Regarder quelqu’un dans les yeux pendant dix secondes vaut plus qu’un millier de messages.
C’est là que renaît la vraie communication.

Dr Laurent Bechet, neuropsychologue à Paris

Un signal d’alarme pour l’avenir

Les auteurs de l’étude préviennent : si cette tendance se confirme,
nous pourrions assister à une mutation profonde du lien social.
Une génération hyperconnectée, mais émotionnellement isolée,
capable d’écrire plus vite que jamais mais incapable de lire les émotions d’un visage.

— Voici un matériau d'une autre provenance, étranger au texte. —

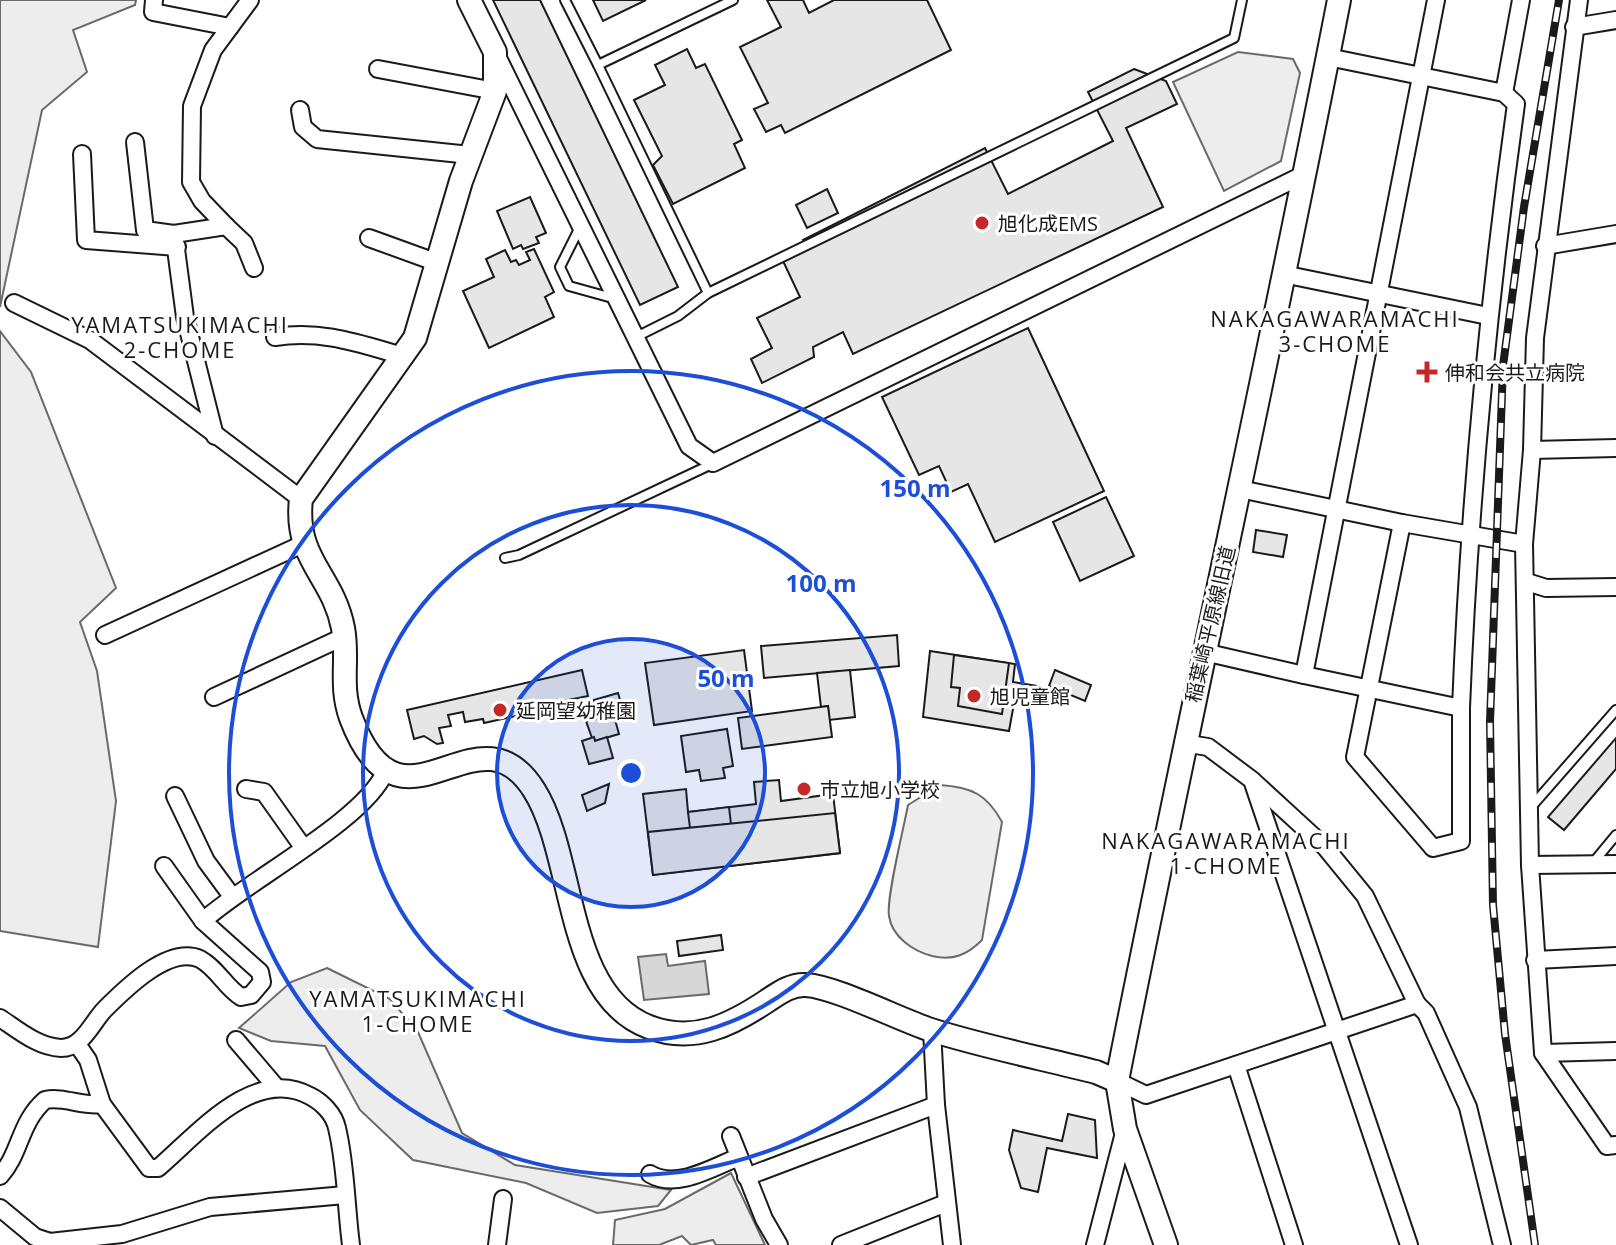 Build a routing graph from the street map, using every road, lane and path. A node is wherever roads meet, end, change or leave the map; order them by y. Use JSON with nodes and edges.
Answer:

Pourtant, ce n’est pas une fatalité.
Car ce que les écrans ont effacé, la conscience peut le retrouver.
En se reconnectant à la présence, à la lenteur, à la vraie écoute,
la génération Z peut redevenir maîtresse du langage le plus ancien du monde : celui du regard et du silence.

Nicolas est journaliste depuis 2014, mais avant tout passionné des jeux vidéo depuis sa naissance, et des nouvelles technologies depuis son adolescence.